Composition with Circles I
Mona Hatoum
Life Story
Composition with Circles I is a beautifully delicate work composed of seven naturally formed circles of the artist’s own hair on handmade paper.
Hatoum has used hair as a material in many of her works throughout her career. For example, in 1995, she created an installation titled Recollection, which had a loom holding woven hair and hair balls scattered across the floor. Strands of hair hung from the ceiling, almost imperceptible to the viewer until they felt it as they walked past. Also in 1995, Hatoum created the photograph, Van Gogh’s Back depicting wet and soapy hair on a man’s back, which has been shaped into swirls resembling Van Gogh’s brushstrokes. [1]
More recently in 2018, Hatoum made the work Nail Necklace, a necklace of nail clippings threaded with human hair, presented on a bust, as if in a jewellery shop. These works are beautiful, yet abject through their materials.
Composition with Circles I is perhaps less abject than these earlier works, although the use of hair creates an interesting tension within the work. The circles reference the geometry often associated with minimalist art. Whilst minimalism may consciously hide any evidence of the artist’s own hand, Hatoum reinserts the bodily presence of the artist via the presence of her own hair. The hair is delicate on the thick and textured handmade paper, which becomes almost sculptural.

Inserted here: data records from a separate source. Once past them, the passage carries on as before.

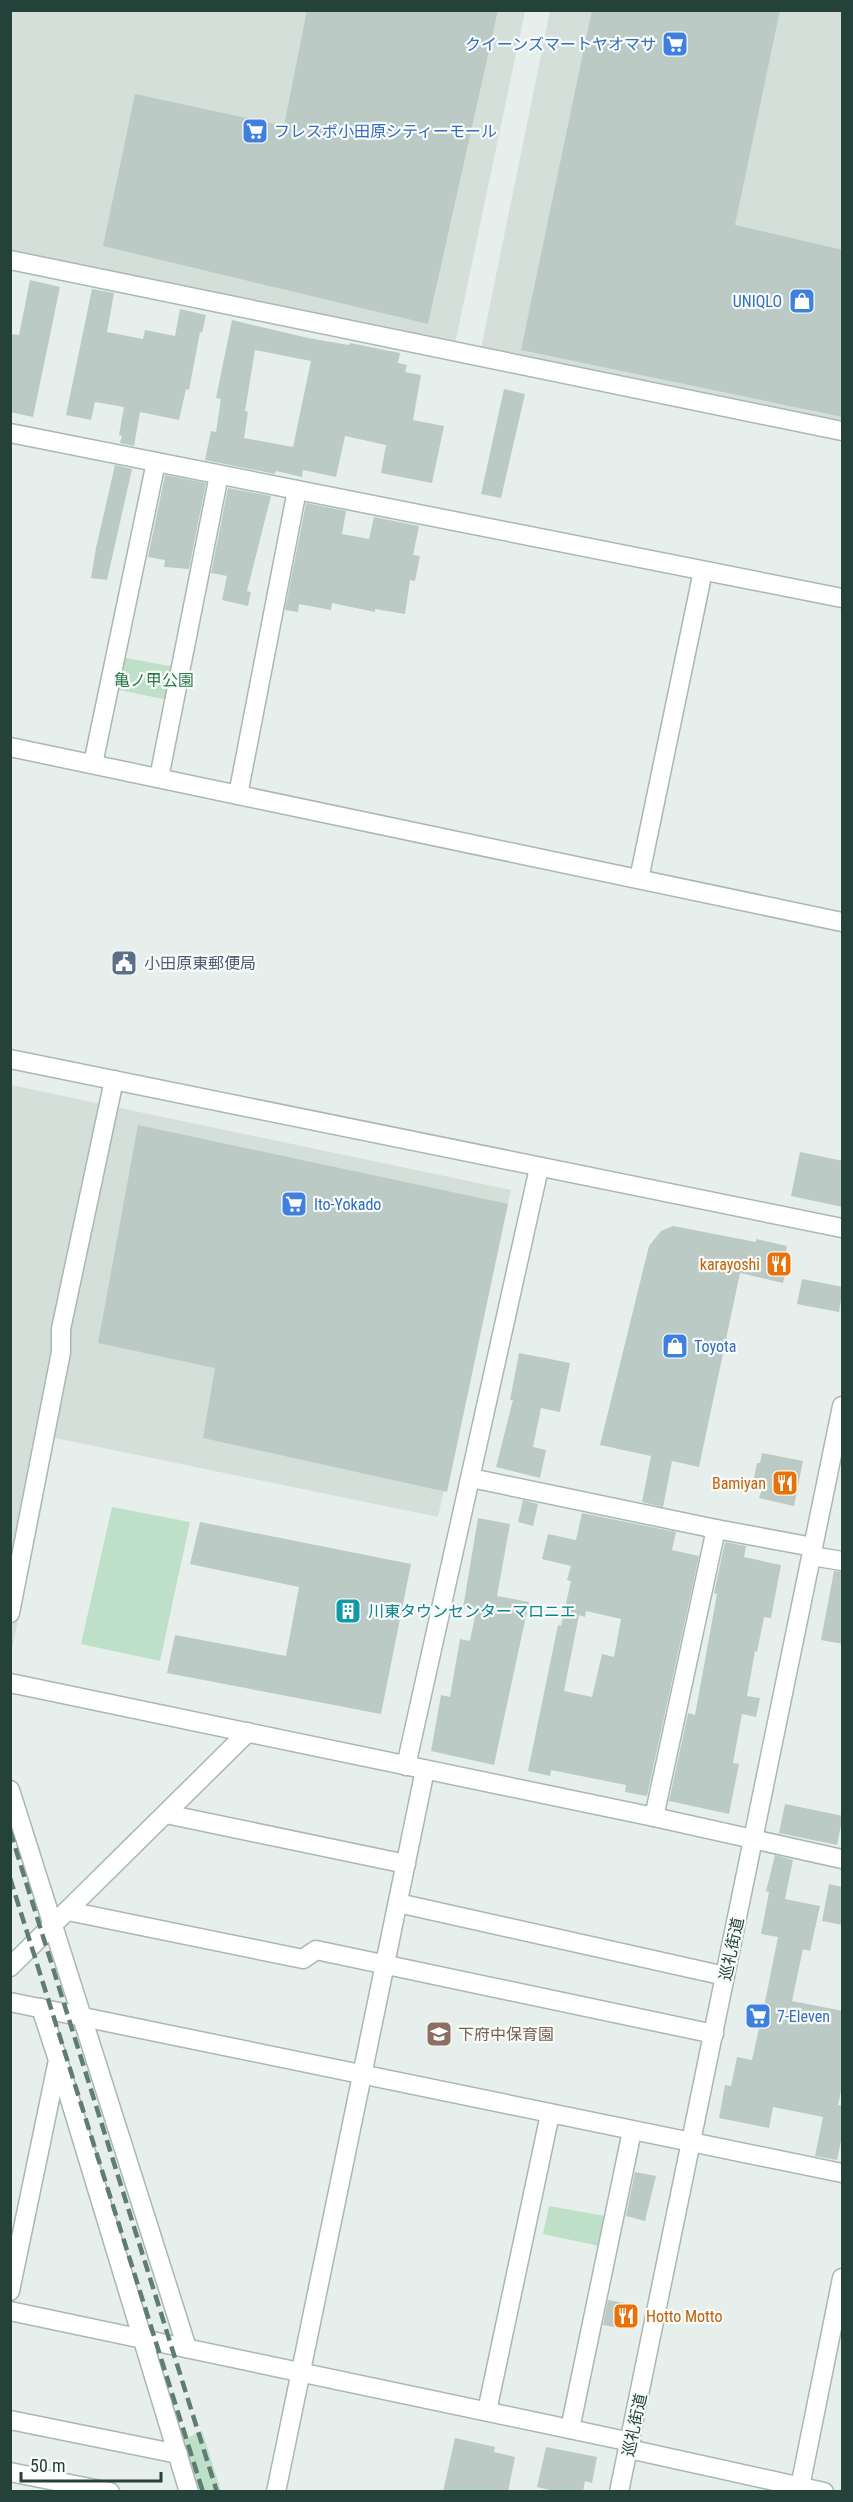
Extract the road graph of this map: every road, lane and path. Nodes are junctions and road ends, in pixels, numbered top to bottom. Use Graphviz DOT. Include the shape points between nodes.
graph roads {
  1 [pos="10,260"];
  2 [pos="843,431"];
  3 [pos="10,433"];
  4 [pos="156,462"];
  5 [pos="219,475"];
  6 [pos="297,490"];
  7 [pos="703,571"];
  8 [pos="843,598"];
  9 [pos="10,747"];
  10 [pos="93,764"];
  11 [pos="159,778"];
  12 [pos="238,795"];
  13 [pos="639,879"];
  14 [pos="843,922"];
  15 [pos="10,1059"];
  16 [pos="114,1080"];
  17 [pos="539,1168"];
  18 [pos="843,1228"];
  19 [pos="843,1406"];
  20 [pos="471,1478"];
  21 [pos="716,1529"];
  22 [pos="812,1551"];
  23 [pos="843,1561"];
  24 [pos="10,1612"];
  25 [pos="10,1683"];
  26 [pos="248,1732"];
  27 [pos="406,1766"];
  28 [pos="425,1770"];
  29 [pos="10,1790"];
  30 [pos="166,1814"];
  31 [pos="654,1817"];
  32 [pos="753,1840"];
  33 [pos="843,1859"];
  34 [pos="406,1864"];
  35 [pos="398,1903"];
  36 [pos="68,1911"];
  37 [pos="53,1926"];
  38 [pos="385,1965"];
  39 [pos="10,1967"];
  40 [pos="725,1976"];
  41 [pos="10,2002"];
  42 [pos="42,2008"];
  43 [pos="82,2017"];
  44 [pos="714,2034"];
  45 [pos="58,2060"];
  46 [pos="362,2075"];
  47 [pos="550,2114"];
  48 [pos="632,2131"];
  49 [pos="693,2144"];
  50 [pos="843,2173"];
  51 [pos="843,2278"];
  52 [pos="10,2291"];
  53 [pos="10,2311"];
  54 [pos="142,2339"];
  55 [pos="187,2348"];
  56 [pos="302,2372"];
  57 [pos="487,2411"];
  58 [pos="10,2420"];
  59 [pos="570,2429"];
  60 [pos="630,2445"];
  61 [pos="178,2454"];
  62 [pos="10,2472"];
  63 [pos="800,2487"];
  64 [pos="110,2492"];
  65 [pos="189,2492"];
  66 [pos="276,2492"];
  67 [pos="619,2492"];
  68 [pos="824,2492"];
  1 -- 2 [label="street"];
  3 -- 4 [label="street"];
  4 -- 5 [label="street"];
  4 -- 10 [label="street"];
  5 -- 6 [label="street"];
  5 -- 11 [label="street"];
  6 -- 7 [label="street"];
  6 -- 12 [label="street"];
  7 -- 8 [label="street"];
  7 -- 13 [label="street"];
  9 -- 10 [label="street"];
  10 -- 11 [label="street"];
  11 -- 12 [label="street"];
  12 -- 13 [label="street"];
  13 -- 14 [label="street"];
  15 -- 16 [label="street"];
  16 -- 17 [label="street"];
  16 -- 24 [label="street" via="61,1329 61,1352"];
  17 -- 18 [label="street"];
  17 -- 20 [label="street"];
  19 -- 22 [label="street, 巡礼街道"];
  20 -- 21 [label="street"];
  20 -- 27 [label="street"];
  21 -- 22 [label="street"];
  21 -- 31 [label="street"];
  22 -- 23 [label="street"];
  22 -- 32 [label="street, 巡礼街道"];
  25 -- 26 [label="street"];
  26 -- 27 [label="street"];
  26 -- 30 [label="street"];
  27 -- 28 [label="street"];
  28 -- 31 [label="street"];
  28 -- 34 [label="street"];
  29 -- 37 [label="street"];
  30 -- 34 [label="street"];
  30 -- 36 [label="street"];
  31 -- 32 [label="street"];
  32 -- 33 [label="street"];
  32 -- 40 [label="street, 巡礼街道"];
  34 -- 35 [label="street"];
  35 -- 38 [label="street"];
  35 -- 40 [label="street"];
  36 -- 37 [label="street"];
  36 -- 38 [label="street" via="303,1959 316,1950"];
  37 -- 39 [label="street"];
  37 -- 43 [label="street"];
  38 -- 44 [label="street"];
  38 -- 46 [label="street"];
  40 -- 44 [label="street, 巡礼街道"];
  41 -- 42 [label="street"];
  42 -- 43 [label="street"];
  42 -- 45 [label="street"];
  43 -- 46 [label="street"];
  43 -- 55 [label="street"];
  44 -- 49 [label="street, 巡礼街道"];
  45 -- 52 [label="street"];
  45 -- 54 [label="street"];
  46 -- 47 [label="street"];
  46 -- 56 [label="street"];
  47 -- 48 [label="street"];
  47 -- 57 [label="street"];
  48 -- 49 [label="street"];
  48 -- 59 [label="street"];
  49 -- 50 [label="street"];
  49 -- 60 [label="street, 巡礼街道"];
  51 -- 63 [label="street"];
  53 -- 54 [label="street"];
  54 -- 55 [label="street"];
  54 -- 61 [label="street"];
  55 -- 56 [label="street"];
  56 -- 57 [label="street"];
  56 -- 66 [label="street"];
  57 -- 59 [label="street"];
  58 -- 61 [label="street"];
  59 -- 60 [label="street"];
  60 -- 63 [label="street"];
  60 -- 67 [label="street, 巡礼街道"];
  61 -- 65 [label="street"];
  62 -- 64 [label="street"];
  63 -- 68 [label="street"];
}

Composition with Circles I is one of three works Hatoum made in 2018 for the Hepworth Prize for Sculpture at the Hepworth Wakefield, when she won the People’s Prize award. It was acquired for the Sainsbury Centre with the Art Fund’s New Collecting Award, which was given to purchase sculptors’ drawings by contemporary women and non-binary artists for the Sainsbury Centre collection.
Mona Hatoum was born in Beirut to a Palestinian family in 1952 and moved to England in 1975. Her work has encompassed video, performance, photography, sculpture and installation. It explores many subjects including political unrest, displacement and exile as a result of war, or the domestic rendered uncanny.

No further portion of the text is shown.